Despite increased glucose utilization by hypertrophied myocardium, these hearts exhibit a slower rate of glucose uptake (GU). We hypothesized that, in hypertrophied myocardium, a defect of the insulin-responsive glucose transporter is responsible for impaired GU and metabolism during ischemia, contributing to post-ischemic myocardial dysfunction. In a rabbit model of pressure-overload hypertrophy, GU ((31)P NMR spectroscopy) and total/phosphorylated insulin-signaling intermediates were assayed: insulin-receptor, insulin-receptor-substrate-1 (IRS-1), phosphatidylinositol-3-kinase (PI3-k), GLUT-4 translocation and contractile function in an isolated heart ischemia/reperfusion model.

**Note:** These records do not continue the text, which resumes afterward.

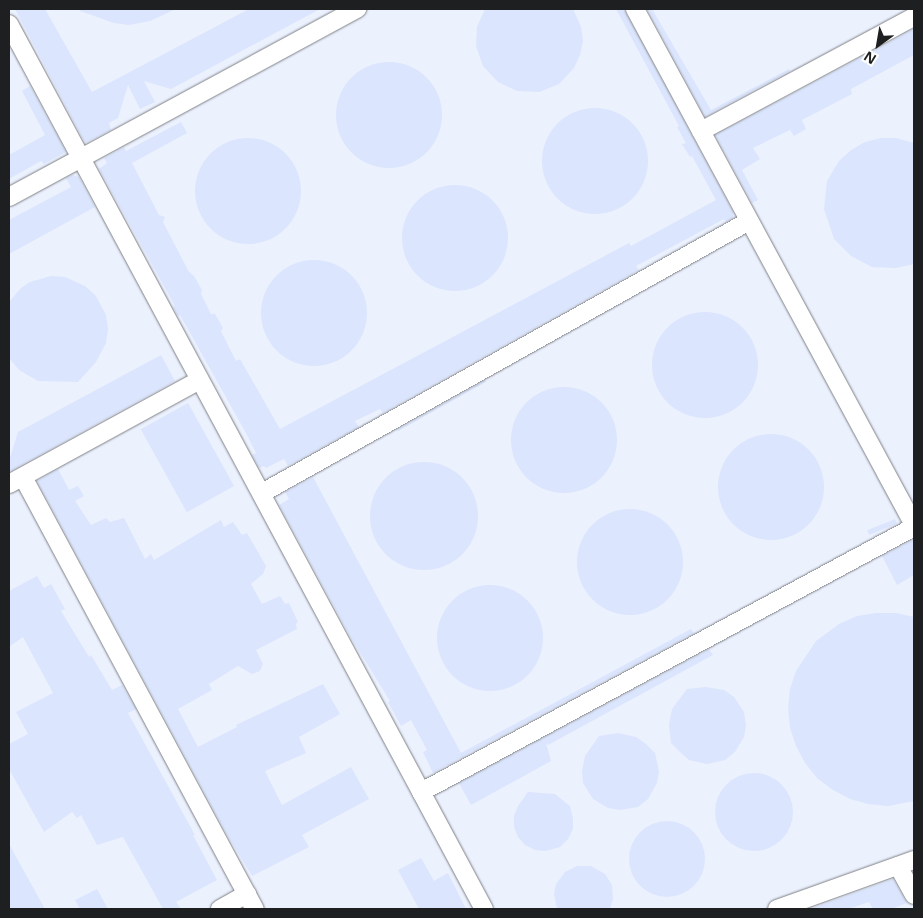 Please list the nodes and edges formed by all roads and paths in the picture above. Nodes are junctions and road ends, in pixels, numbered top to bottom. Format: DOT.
graph roads {
  1 [pos="357,9"];
  2 [pos="635,9"];
  3 [pos="914,17"];
  4 [pos="9,24"];
  5 [pos="701,131"];
  6 [pos="81,158"];
  7 [pos="9,197"];
  8 [pos="749,221"];
  9 [pos="200,380"];
  10 [pos="16,480"];
  11 [pos="262,493"];
  12 [pos="914,526"];
  13 [pos="421,792"];
  14 [pos="906,863"];
  15 [pos="914,895"];
  16 [pos="251,902"];
  17 [pos="220,909"];
  18 [pos="484,909"];
  19 [pos="777,909"];
  1 -- 6 [label="lane"];
  2 -- 5 [label="lane"];
  3 -- 5 [label="lane"];
  4 -- 6 [label="lane"];
  5 -- 8 [label="lane"];
  6 -- 7 [label="lane"];
  6 -- 9 [label="lane"];
  8 -- 11 [label="lane"];
  8 -- 12 [label="lane"];
  9 -- 10 [label="lane"];
  9 -- 11 [label="lane"];
  10 -- 16 [label="lane"];
  11 -- 13 [label="lane"];
  12 -- 13 [label="lane"];
  13 -- 18 [label="lane"];
  14 -- 15 [label="lane"];
  14 -- 19 [label="lane"];
  16 -- 17 [label="lane"];
} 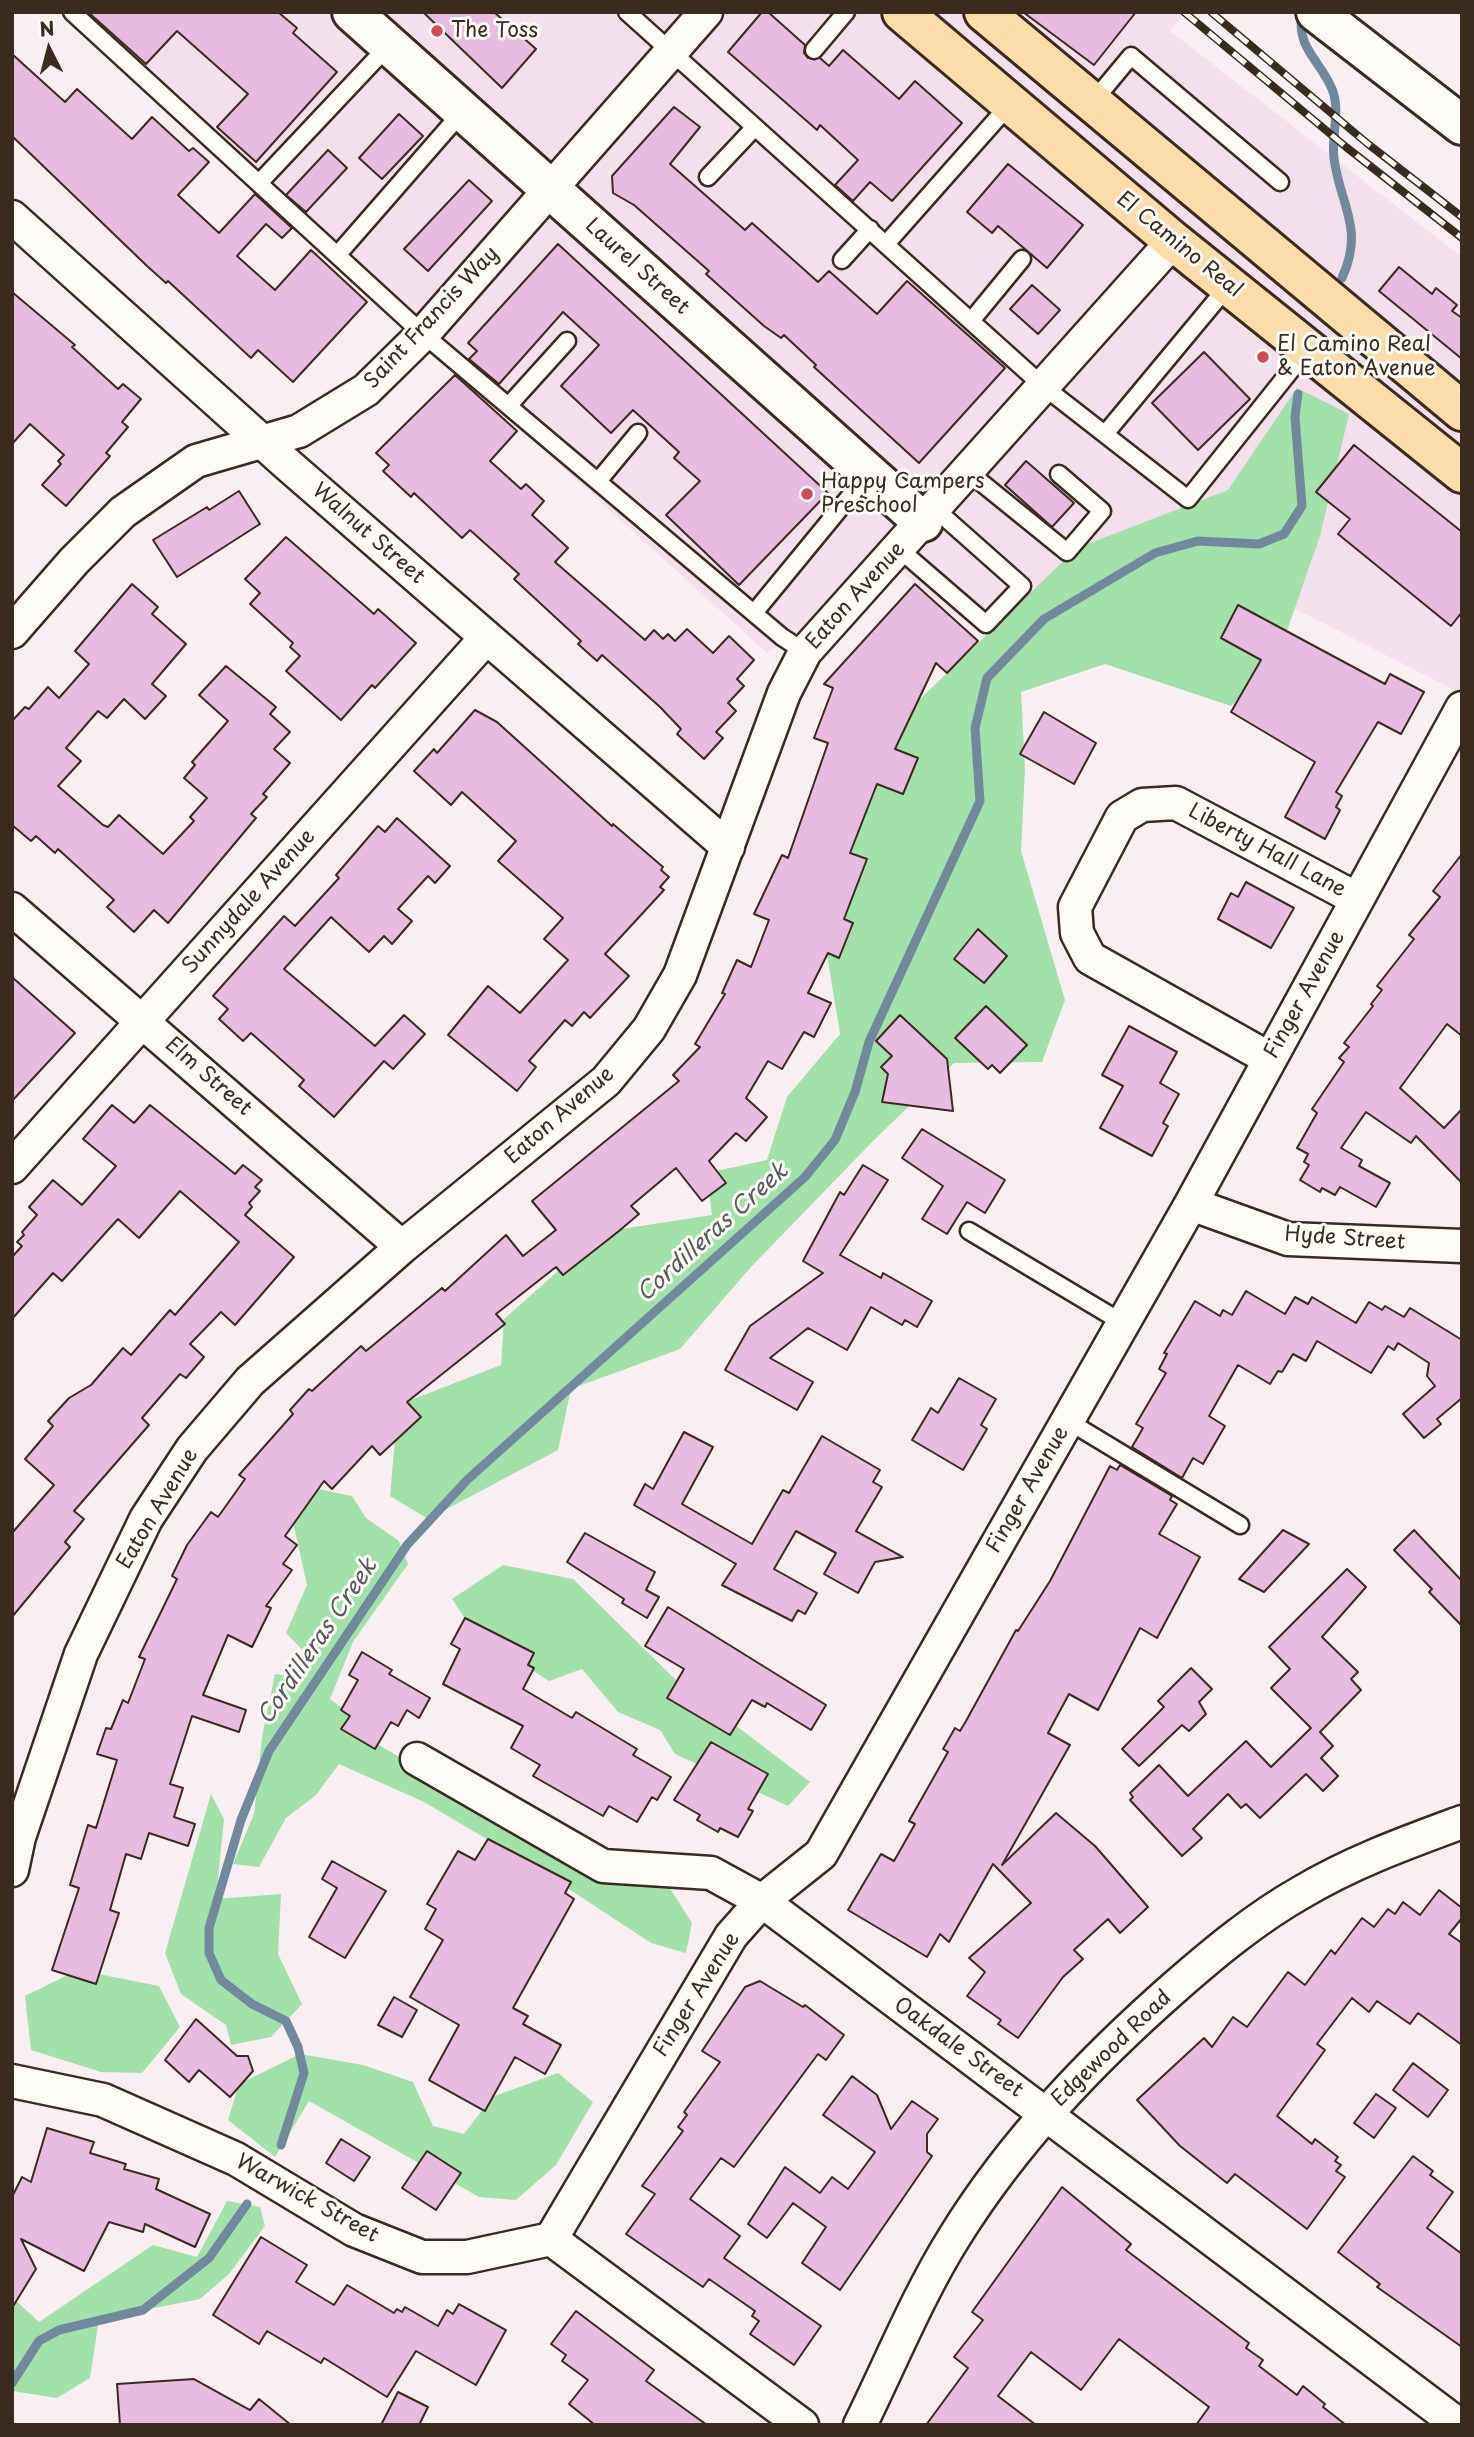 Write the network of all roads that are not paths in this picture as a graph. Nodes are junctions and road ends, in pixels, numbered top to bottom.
1 (72, 12) edge
2 (352, 12) edge
3 (627, 12) edge
4 (706, 12) edge
5 (846, 12) edge
6 (902, 12) edge
7 (984, 12) edge
8 (1316, 12) edge
9 (389, 45) junction
10 (670, 50) junction
11 (814, 50) dead end
12 (1010, 104) junction
13 (1091, 104) junction
14 (463, 111) junction
15 (1462, 125) edge
16 (755, 127) junction
17 (708, 177) dead end
18 (260, 182) junction
19 (1280, 182) dead end
20 (549, 190) junction
21 (12, 217) edge
22 (870, 229) junction
23 (1173, 241) junction
24 (886, 244) junction
25 (339, 253) junction
26 (842, 260) dead end
27 (1022, 260) dead end
28 (1228, 286) junction
29 (971, 321) junction
30 (423, 334) junction
31 (568, 341) dead end
32 (1307, 349) junction
33 (1043, 386) junction
34 (510, 404) junction
35 (1462, 411) edge
36 (638, 433) dead end
37 (1105, 434) junction
38 (263, 442) junction
39 (967, 471) junction
40 (869, 473) junction
41 (1462, 473) edge
42 (1059, 474) dead end
43 (599, 480) junction
44 (918, 526) junction
45 (754, 613) junction
46 (12, 632) edge
47 (486, 638) junction
48 (805, 652) junction
49 (1462, 708) edge
50 (728, 847) junction
51 (1357, 900) junction
52 (12, 909) edge
53 (144, 1021) junction
54 (1270, 1059) junction
55 (12, 1167) edge
56 (1191, 1204) junction
57 (969, 1231) dead end
58 (1462, 1246) edge
59 (402, 1247) junction
60 (1124, 1323) junction
61 (1068, 1420) junction
62 (1240, 1525) dead end
63 (417, 1759) dead end
64 (1459, 1823) edge
65 (12, 1870) edge
66 (762, 1902) junction
67 (12, 2081) edge
68 (1047, 2113) junction
69 (551, 2239) junction
70 (802, 2425) edge
71 (860, 2425) edge
72 (1459, 2425) edge

1 - 18 lane
2 - 9 street, Laurel Street
3 - 10 lane
4 - 10 street, Saint Francis Way
5 - 11 lane
6 - 12 main road, El Camino Real
7 - 13 main road
8 - 15 street
9 - 14 street, Laurel Street
9 - 18 lane
10 - 16 lane
10 - 20 street, Saint Francis Way
12 - 23 main road, El Camino Real
12 - 24 lane
13 - 19 lane
13 - 35 main road
14 - 20 street, Laurel Street
14 - 25 lane
16 - 17 lane
16 - 22 lane
18 - 25 lane
20 - 30 street, Saint Francis Way
20 - 40 street, Laurel Street
21 - 38 street, Walnut Street
22 - 24 lane
22 - 26 lane
23 - 28 main road, El Camino Real
23 - 33 street, Eaton Avenue
24 - 29 lane
25 - 30 lane
27 - 29 lane
28 - 32 main road, El Camino Real
28 - 37 lane
29 - 33 lane
30 - 34 lane
30 - 38 street, Saint Francis Way
31 - 34 lane
32 - 37 lane
32 - 41 main road, El Camino Real
33 - 37 lane
33 - 39 street, Eaton Avenue
34 - 43 lane
36 - 43 lane
38 - 46 street, Saint Francis Way
38 - 47 street, Walnut Street
39 - 42 lane
39 - 44 street, Eaton Avenue
40 - 44 street, Laurel Street
40 - 45 lane
43 - 45 lane
44 - 44 lane
44 - 48 street, Eaton Avenue
45 - 48 lane
47 - 50 street, Walnut Street
47 - 53 street, Sunnydale Avenue
48 - 50 street, Eaton Avenue
49 - 51 street, Finger Avenue
50 - 59 street, Eaton Avenue
51 - 54 street, Finger Avenue
51 - 54 street, Liberty Hall Lane
52 - 53 street, Elm Street
53 - 55 street, Sunnydale Avenue
53 - 59 street, Elm Street
54 - 56 street, Finger Avenue
56 - 58 street, Hyde Street
56 - 60 street, Finger Avenue
57 - 60 lane
59 - 65 street, Eaton Avenue
60 - 61 street, Finger Avenue
61 - 62 lane
61 - 66 street, Finger Avenue
63 - 66 street, Oakdale Street
64 - 68 street, Edgewood Road
66 - 68 street, Oakdale Street
66 - 69 street, Finger Avenue
67 - 69 street, Warwick Street
68 - 71 street, Edgewood Road
68 - 72 street, Oakdale Street
69 - 70 street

Total protein was not different between hypertrophied and control hearts. Phosphorylation of IRS-1 and PI3-k activity was significantly lower in hypertrophy during ischemia. GU was impaired pre-ischemia in hypertrophy, remained lower during early reperfusion, and was associated with impaired recovery of contractile function. In conclusion, a defect in IRS-1 phosphorylation and PI3-k activation in hypertrophied hearts restricts insulin-mediated GLUT-4 translocation and ischemia, a known stimulus of GLUT-4 translocation, does not compensate for this defect.